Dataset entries

------------

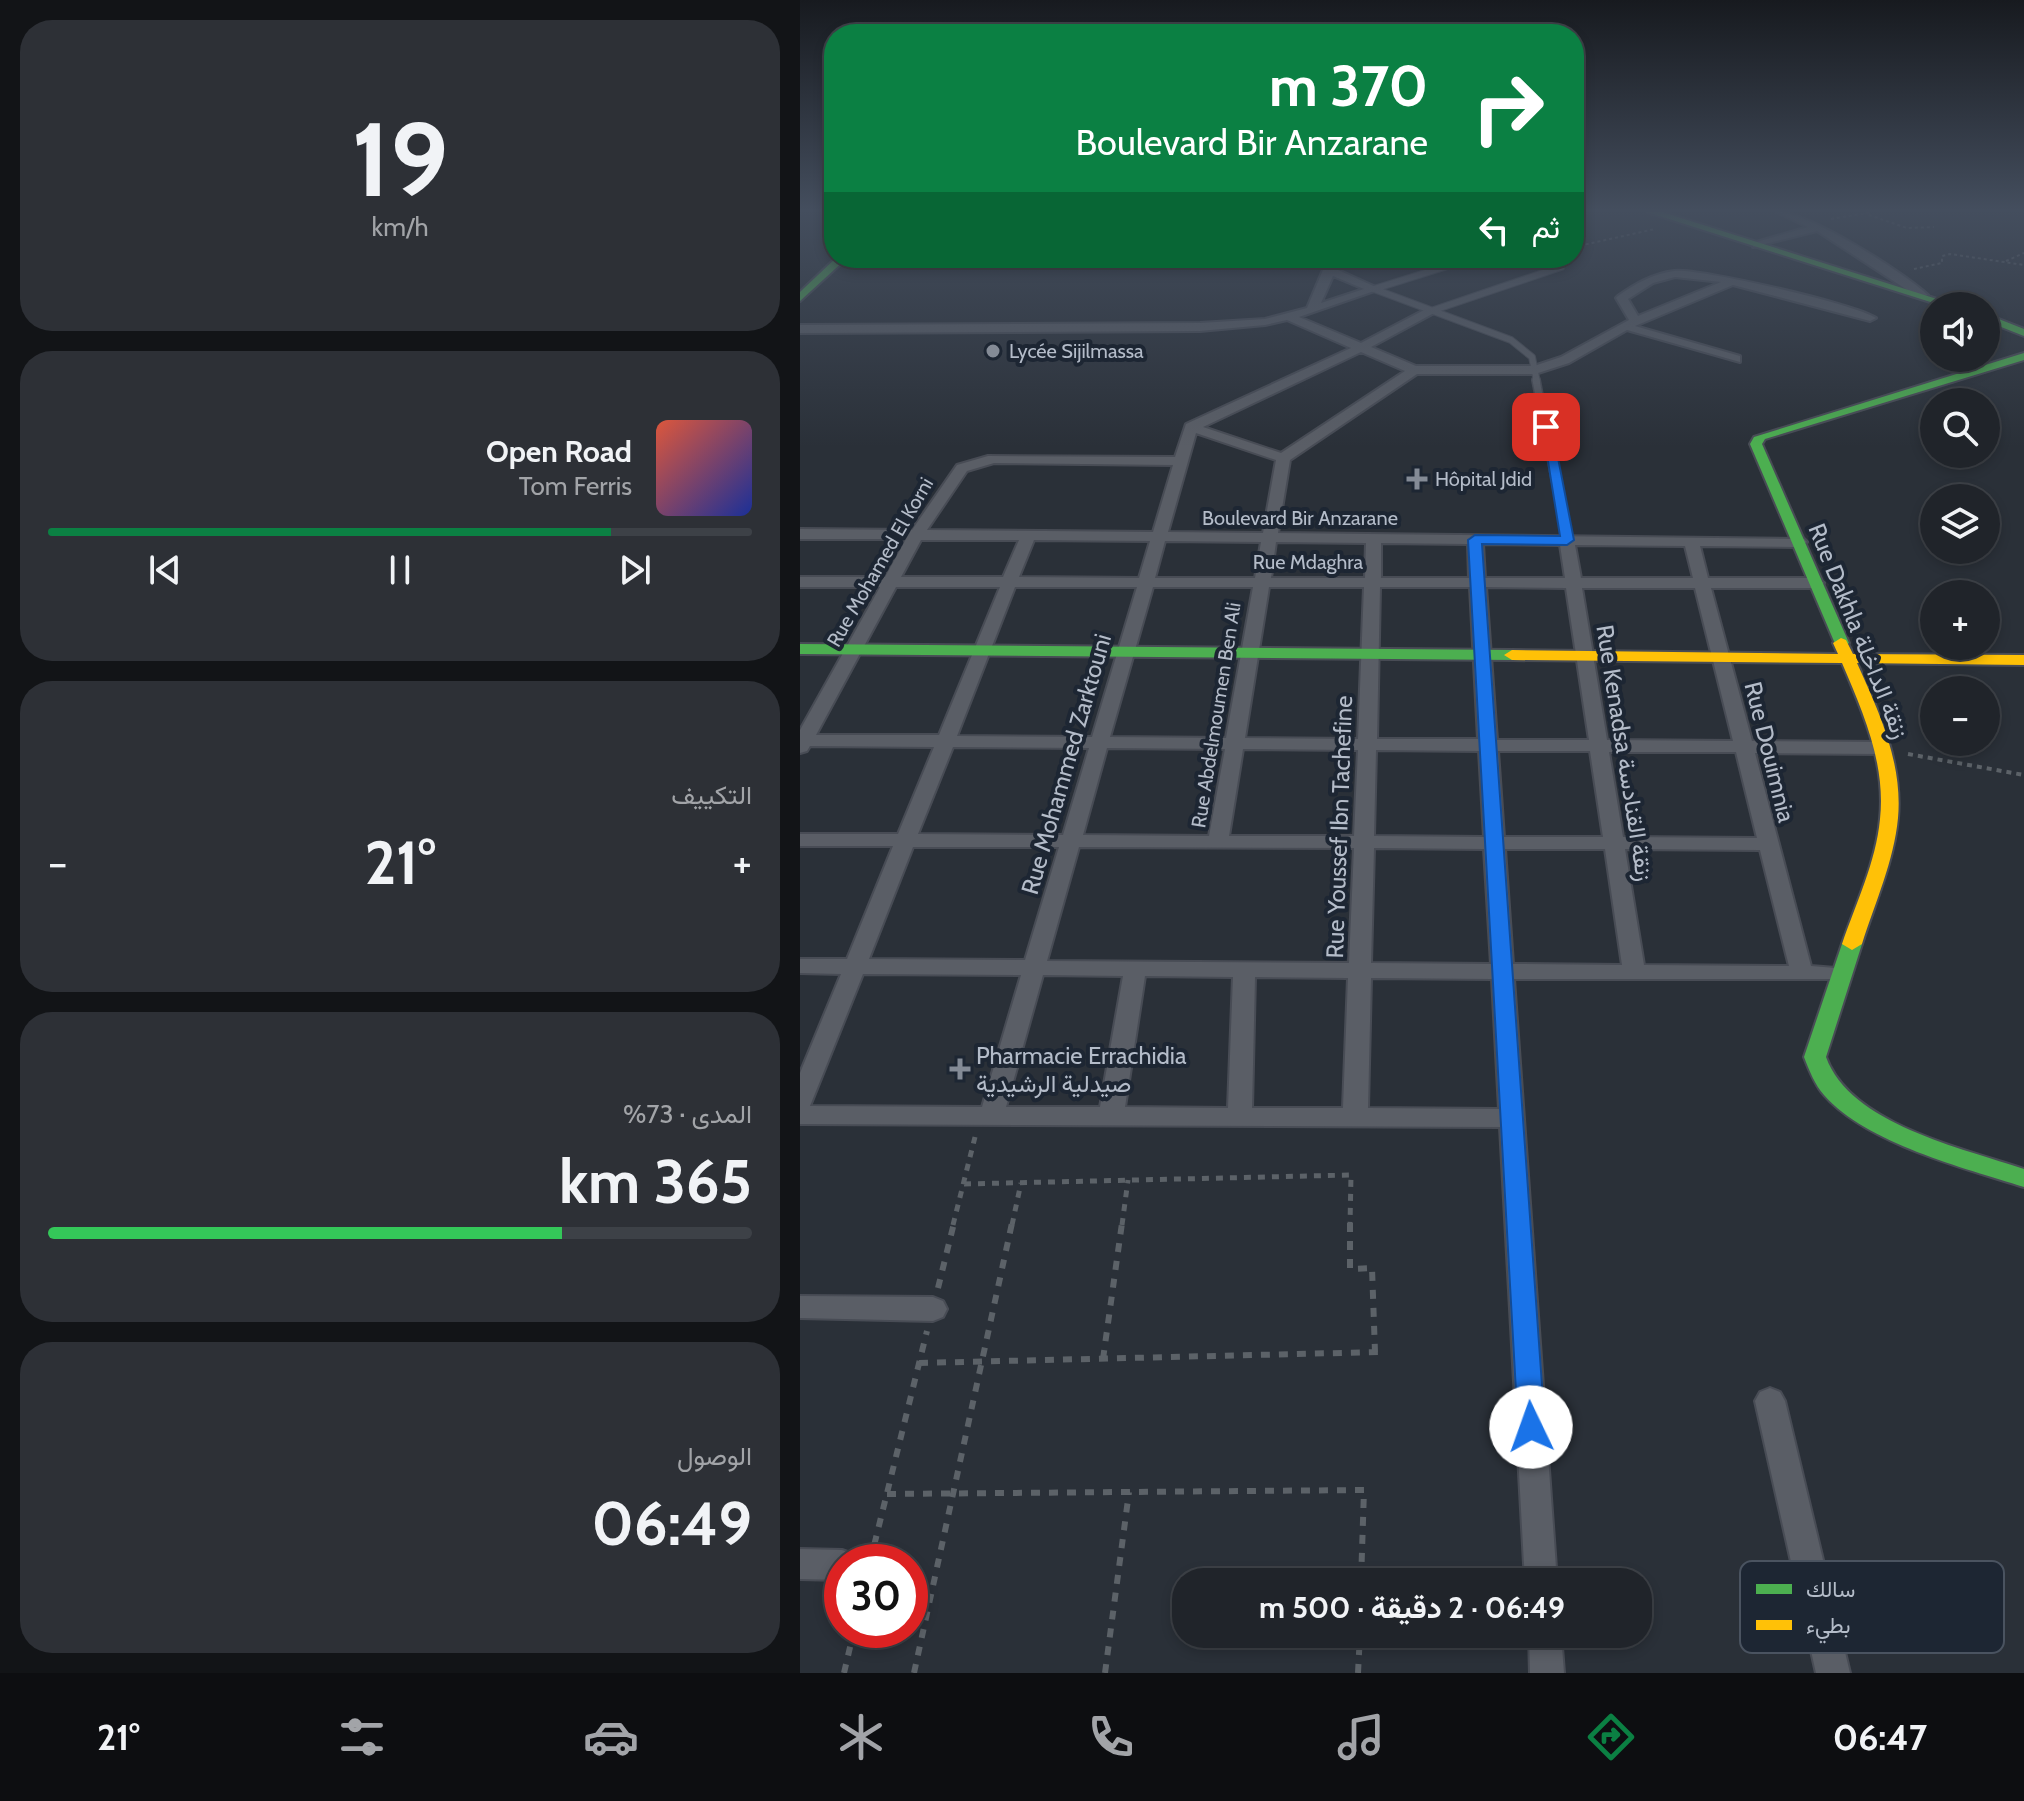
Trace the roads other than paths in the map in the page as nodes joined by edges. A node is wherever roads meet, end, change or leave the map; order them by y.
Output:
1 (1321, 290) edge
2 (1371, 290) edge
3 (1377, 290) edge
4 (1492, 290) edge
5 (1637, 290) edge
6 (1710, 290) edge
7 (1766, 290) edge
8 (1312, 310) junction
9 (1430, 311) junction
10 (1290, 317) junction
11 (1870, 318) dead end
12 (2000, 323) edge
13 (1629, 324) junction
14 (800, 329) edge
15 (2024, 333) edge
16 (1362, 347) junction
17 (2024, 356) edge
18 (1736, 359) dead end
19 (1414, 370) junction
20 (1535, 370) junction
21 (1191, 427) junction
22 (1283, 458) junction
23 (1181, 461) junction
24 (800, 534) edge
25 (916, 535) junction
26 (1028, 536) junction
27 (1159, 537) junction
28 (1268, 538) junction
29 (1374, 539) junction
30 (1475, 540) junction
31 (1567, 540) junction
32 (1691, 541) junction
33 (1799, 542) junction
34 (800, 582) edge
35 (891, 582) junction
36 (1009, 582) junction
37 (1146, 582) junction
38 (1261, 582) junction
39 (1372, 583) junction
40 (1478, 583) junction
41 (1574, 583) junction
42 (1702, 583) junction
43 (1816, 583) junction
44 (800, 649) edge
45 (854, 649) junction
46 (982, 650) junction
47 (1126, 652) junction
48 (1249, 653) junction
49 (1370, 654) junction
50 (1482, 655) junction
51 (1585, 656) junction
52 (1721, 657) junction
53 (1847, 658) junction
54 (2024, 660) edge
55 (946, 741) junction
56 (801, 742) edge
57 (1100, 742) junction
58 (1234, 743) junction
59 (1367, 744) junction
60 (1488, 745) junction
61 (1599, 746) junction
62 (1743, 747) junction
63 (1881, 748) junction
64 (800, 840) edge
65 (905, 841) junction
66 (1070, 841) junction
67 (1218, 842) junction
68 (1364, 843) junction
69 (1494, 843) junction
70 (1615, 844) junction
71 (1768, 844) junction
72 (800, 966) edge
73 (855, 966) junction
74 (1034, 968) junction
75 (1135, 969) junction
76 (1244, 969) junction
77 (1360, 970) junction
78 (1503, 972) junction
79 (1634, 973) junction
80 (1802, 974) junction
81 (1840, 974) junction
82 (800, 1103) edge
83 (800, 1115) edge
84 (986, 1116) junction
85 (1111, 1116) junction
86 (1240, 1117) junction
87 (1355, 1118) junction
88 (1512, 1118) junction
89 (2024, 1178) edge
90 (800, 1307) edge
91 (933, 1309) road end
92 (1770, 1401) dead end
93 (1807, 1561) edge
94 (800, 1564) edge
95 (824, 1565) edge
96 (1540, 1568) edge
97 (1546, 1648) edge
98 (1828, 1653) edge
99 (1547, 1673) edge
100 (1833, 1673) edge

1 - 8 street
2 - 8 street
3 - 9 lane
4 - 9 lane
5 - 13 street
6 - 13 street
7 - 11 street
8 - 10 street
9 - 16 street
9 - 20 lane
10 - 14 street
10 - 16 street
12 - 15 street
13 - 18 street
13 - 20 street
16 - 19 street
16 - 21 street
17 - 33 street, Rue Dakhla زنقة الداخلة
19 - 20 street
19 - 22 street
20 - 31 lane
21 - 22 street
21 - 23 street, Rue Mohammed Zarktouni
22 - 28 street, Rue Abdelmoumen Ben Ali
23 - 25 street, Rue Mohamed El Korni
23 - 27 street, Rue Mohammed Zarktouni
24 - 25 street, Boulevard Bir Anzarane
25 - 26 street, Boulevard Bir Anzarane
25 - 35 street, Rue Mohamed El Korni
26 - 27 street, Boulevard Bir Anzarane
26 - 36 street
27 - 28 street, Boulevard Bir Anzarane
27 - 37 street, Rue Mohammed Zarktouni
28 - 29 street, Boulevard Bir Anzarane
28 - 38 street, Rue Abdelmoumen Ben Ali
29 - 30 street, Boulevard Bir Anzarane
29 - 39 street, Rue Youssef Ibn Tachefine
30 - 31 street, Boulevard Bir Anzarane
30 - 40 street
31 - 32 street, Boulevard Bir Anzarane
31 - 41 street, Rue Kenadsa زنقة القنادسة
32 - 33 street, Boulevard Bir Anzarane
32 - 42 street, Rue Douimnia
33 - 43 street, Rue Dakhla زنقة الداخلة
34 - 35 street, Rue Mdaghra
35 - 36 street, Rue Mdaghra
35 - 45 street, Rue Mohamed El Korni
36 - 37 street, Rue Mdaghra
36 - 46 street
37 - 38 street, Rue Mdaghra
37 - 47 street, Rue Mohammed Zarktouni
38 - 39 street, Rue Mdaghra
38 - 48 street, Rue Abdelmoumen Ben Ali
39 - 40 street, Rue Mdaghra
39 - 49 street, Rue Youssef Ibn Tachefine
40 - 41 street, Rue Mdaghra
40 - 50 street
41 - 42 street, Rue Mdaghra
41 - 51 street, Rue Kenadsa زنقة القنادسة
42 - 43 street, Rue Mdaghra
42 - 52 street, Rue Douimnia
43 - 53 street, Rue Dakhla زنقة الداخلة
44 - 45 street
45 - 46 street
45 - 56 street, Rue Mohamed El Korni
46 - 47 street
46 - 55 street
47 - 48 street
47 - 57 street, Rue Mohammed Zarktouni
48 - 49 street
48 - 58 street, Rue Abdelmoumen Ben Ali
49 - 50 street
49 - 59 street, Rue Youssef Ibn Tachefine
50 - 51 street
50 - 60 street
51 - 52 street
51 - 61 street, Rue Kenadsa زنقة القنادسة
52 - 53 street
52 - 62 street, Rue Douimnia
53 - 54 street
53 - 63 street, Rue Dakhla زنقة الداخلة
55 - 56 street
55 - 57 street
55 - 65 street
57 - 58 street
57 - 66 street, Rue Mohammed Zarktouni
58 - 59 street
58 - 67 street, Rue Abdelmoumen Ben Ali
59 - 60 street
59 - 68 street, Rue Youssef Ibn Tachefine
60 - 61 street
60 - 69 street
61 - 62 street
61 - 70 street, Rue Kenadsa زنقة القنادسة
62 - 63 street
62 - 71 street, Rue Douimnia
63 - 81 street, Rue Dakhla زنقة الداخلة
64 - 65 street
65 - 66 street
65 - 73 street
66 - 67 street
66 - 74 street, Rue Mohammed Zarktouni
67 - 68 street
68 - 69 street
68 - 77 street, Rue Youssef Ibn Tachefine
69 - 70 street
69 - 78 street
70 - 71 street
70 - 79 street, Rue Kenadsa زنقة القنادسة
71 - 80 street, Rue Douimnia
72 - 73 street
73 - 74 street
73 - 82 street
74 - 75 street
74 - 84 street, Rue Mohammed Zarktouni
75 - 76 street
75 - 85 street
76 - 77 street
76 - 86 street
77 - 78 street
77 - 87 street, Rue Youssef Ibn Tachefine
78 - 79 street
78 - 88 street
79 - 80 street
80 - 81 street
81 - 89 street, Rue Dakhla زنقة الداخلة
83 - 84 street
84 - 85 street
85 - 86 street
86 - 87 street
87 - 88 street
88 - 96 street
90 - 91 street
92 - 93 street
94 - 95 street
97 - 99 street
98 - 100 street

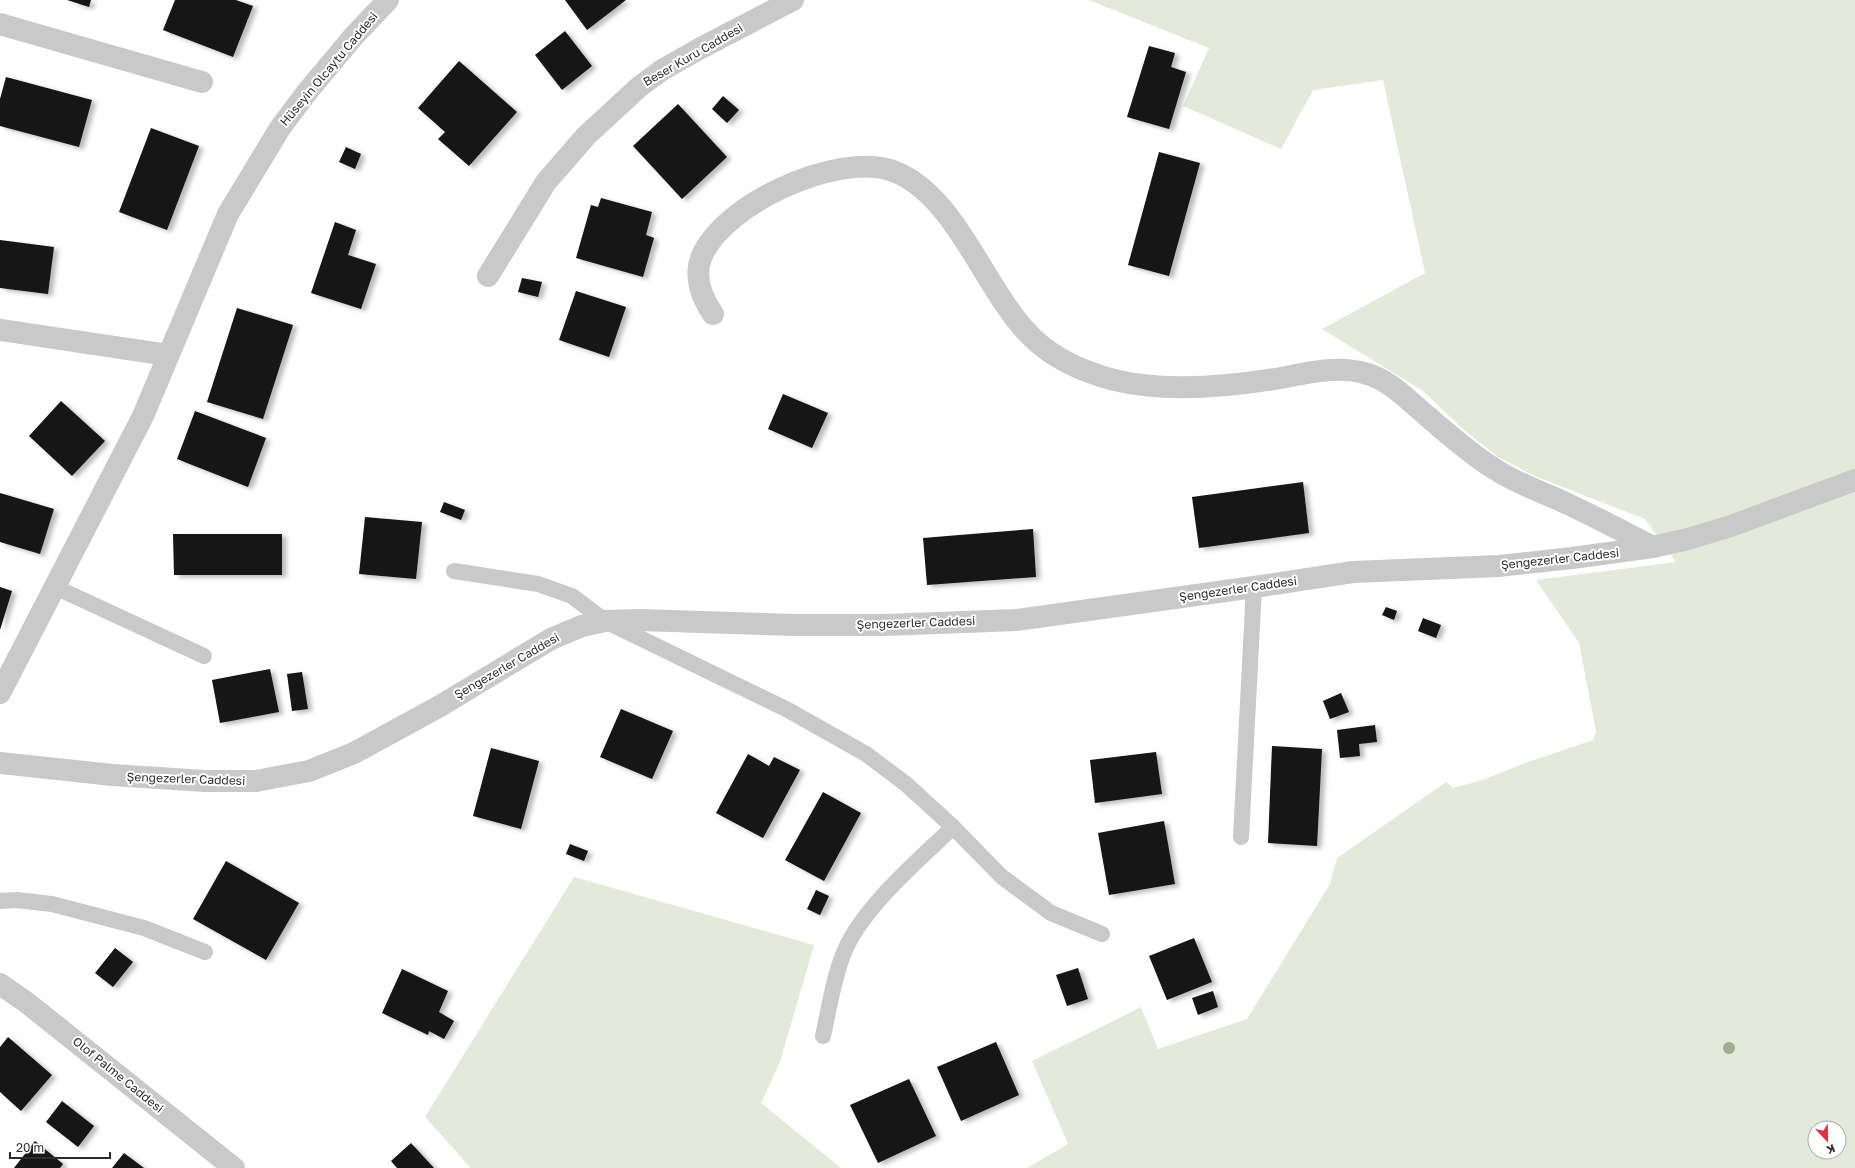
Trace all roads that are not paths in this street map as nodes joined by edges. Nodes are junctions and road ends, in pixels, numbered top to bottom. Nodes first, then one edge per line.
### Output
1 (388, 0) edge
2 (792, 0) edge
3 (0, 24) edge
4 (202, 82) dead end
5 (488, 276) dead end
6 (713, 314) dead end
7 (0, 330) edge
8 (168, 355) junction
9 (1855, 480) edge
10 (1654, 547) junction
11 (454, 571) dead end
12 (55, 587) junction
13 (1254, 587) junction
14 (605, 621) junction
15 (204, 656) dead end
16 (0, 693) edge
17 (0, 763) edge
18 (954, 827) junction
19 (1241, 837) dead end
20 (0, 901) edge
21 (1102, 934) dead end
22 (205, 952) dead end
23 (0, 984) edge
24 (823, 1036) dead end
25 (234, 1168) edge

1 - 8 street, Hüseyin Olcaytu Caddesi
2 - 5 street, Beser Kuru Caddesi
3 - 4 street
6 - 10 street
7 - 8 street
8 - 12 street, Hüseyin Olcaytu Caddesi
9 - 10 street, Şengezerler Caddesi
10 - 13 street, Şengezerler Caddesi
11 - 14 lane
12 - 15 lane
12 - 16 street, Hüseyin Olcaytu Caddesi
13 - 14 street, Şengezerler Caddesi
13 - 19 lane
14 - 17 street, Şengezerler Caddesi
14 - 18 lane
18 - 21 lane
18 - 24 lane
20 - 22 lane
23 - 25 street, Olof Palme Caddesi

------------

### WHAT IS BEING ASKED
Count each line above where the word "Anzarane" appears, and answer with nothing except that count.

### RESPONSE TO THIS EXERCISE
9